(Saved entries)
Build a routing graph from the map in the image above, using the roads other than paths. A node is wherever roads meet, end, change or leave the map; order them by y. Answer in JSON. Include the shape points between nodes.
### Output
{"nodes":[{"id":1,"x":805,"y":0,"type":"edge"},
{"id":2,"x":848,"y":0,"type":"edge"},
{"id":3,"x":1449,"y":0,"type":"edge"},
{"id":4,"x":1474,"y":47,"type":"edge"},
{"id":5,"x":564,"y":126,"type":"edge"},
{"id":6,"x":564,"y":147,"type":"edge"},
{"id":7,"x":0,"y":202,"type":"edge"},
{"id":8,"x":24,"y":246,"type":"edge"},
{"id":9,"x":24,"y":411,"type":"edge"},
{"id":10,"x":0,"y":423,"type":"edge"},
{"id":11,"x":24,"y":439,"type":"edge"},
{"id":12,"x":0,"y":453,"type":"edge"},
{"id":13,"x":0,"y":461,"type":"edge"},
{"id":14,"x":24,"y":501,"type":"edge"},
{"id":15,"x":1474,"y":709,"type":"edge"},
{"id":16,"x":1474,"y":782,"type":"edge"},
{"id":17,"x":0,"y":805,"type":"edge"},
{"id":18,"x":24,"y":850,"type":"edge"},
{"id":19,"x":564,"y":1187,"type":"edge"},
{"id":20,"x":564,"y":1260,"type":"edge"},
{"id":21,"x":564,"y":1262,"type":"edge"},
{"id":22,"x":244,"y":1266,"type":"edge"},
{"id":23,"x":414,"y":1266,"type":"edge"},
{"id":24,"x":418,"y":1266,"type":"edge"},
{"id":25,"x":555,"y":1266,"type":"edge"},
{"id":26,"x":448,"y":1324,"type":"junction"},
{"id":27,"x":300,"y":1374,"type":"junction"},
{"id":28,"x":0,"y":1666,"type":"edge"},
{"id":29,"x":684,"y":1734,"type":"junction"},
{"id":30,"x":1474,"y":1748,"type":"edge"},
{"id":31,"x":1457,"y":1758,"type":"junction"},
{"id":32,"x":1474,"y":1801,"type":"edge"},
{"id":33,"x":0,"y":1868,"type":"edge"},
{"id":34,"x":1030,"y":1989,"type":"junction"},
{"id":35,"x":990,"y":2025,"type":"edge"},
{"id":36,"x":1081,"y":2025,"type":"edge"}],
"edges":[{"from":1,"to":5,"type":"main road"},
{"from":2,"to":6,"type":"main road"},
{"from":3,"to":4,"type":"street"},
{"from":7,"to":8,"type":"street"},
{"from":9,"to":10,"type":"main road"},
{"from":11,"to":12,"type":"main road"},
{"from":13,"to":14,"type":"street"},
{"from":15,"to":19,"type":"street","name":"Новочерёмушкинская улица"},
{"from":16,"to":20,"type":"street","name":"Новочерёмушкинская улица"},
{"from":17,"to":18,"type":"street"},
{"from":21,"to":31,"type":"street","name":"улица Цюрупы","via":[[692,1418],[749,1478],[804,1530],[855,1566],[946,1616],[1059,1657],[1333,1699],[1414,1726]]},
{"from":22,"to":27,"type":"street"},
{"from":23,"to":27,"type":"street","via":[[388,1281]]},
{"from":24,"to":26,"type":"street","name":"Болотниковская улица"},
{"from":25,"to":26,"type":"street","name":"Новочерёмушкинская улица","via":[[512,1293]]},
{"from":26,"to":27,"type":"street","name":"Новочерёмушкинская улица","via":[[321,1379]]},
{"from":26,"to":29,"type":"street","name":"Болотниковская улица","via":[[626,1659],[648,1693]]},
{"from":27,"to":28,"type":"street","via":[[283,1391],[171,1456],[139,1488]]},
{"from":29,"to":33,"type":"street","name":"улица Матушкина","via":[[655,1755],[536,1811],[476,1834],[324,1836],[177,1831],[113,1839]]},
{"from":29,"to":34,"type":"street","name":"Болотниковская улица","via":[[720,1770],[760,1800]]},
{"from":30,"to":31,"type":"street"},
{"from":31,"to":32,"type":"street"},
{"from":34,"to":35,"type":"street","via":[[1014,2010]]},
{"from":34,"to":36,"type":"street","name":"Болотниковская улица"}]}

# Work to complete
None of the records may be left out; each is to be restated exactly.

# Exercise response
Build a routing graph from the map in the image above, using the roads other than paths. A node is wherever roads meet, end, change or leave the map; order them by y. Answer in JSON. Include the shape points between nodes.
### Output
{"nodes":[{"id":1,"x":805,"y":0,"type":"edge"},
{"id":2,"x":848,"y":0,"type":"edge"},
{"id":3,"x":1449,"y":0,"type":"edge"},
{"id":4,"x":1474,"y":47,"type":"edge"},
{"id":5,"x":564,"y":126,"type":"edge"},
{"id":6,"x":564,"y":147,"type":"edge"},
{"id":7,"x":0,"y":202,"type":"edge"},
{"id":8,"x":24,"y":246,"type":"edge"},
{"id":9,"x":24,"y":411,"type":"edge"},
{"id":10,"x":0,"y":423,"type":"edge"},
{"id":11,"x":24,"y":439,"type":"edge"},
{"id":12,"x":0,"y":453,"type":"edge"},
{"id":13,"x":0,"y":461,"type":"edge"},
{"id":14,"x":24,"y":501,"type":"edge"},
{"id":15,"x":1474,"y":709,"type":"edge"},
{"id":16,"x":1474,"y":782,"type":"edge"},
{"id":17,"x":0,"y":805,"type":"edge"},
{"id":18,"x":24,"y":850,"type":"edge"},
{"id":19,"x":564,"y":1187,"type":"edge"},
{"id":20,"x":564,"y":1260,"type":"edge"},
{"id":21,"x":564,"y":1262,"type":"edge"},
{"id":22,"x":244,"y":1266,"type":"edge"},
{"id":23,"x":414,"y":1266,"type":"edge"},
{"id":24,"x":418,"y":1266,"type":"edge"},
{"id":25,"x":555,"y":1266,"type":"edge"},
{"id":26,"x":448,"y":1324,"type":"junction"},
{"id":27,"x":300,"y":1374,"type":"junction"},
{"id":28,"x":0,"y":1666,"type":"edge"},
{"id":29,"x":684,"y":1734,"type":"junction"},
{"id":30,"x":1474,"y":1748,"type":"edge"},
{"id":31,"x":1457,"y":1758,"type":"junction"},
{"id":32,"x":1474,"y":1801,"type":"edge"},
{"id":33,"x":0,"y":1868,"type":"edge"},
{"id":34,"x":1030,"y":1989,"type":"junction"},
{"id":35,"x":990,"y":2025,"type":"edge"},
{"id":36,"x":1081,"y":2025,"type":"edge"}],
"edges":[{"from":1,"to":5,"type":"main road"},
{"from":2,"to":6,"type":"main road"},
{"from":3,"to":4,"type":"street"},
{"from":7,"to":8,"type":"street"},
{"from":9,"to":10,"type":"main road"},
{"from":11,"to":12,"type":"main road"},
{"from":13,"to":14,"type":"street"},
{"from":15,"to":19,"type":"street","name":"Новочерёмушкинская улица"},
{"from":16,"to":20,"type":"street","name":"Новочерёмушкинская улица"},
{"from":17,"to":18,"type":"street"},
{"from":21,"to":31,"type":"street","name":"улица Цюрупы","via":[[692,1418],[749,1478],[804,1530],[855,1566],[946,1616],[1059,1657],[1333,1699],[1414,1726]]},
{"from":22,"to":27,"type":"street"},
{"from":23,"to":27,"type":"street","via":[[388,1281]]},
{"from":24,"to":26,"type":"street","name":"Болотниковская улица"},
{"from":25,"to":26,"type":"street","name":"Новочерёмушкинская улица","via":[[512,1293]]},
{"from":26,"to":27,"type":"street","name":"Новочерёмушкинская улица","via":[[321,1379]]},
{"from":26,"to":29,"type":"street","name":"Болотниковская улица","via":[[626,1659],[648,1693]]},
{"from":27,"to":28,"type":"street","via":[[283,1391],[171,1456],[139,1488]]},
{"from":29,"to":33,"type":"street","name":"улица Матушкина","via":[[655,1755],[536,1811],[476,1834],[324,1836],[177,1831],[113,1839]]},
{"from":29,"to":34,"type":"street","name":"Болотниковская улица","via":[[720,1770],[760,1800]]},
{"from":30,"to":31,"type":"street"},
{"from":31,"to":32,"type":"street"},
{"from":34,"to":35,"type":"street","via":[[1014,2010]]},
{"from":34,"to":36,"type":"street","name":"Болотниковская улица"}]}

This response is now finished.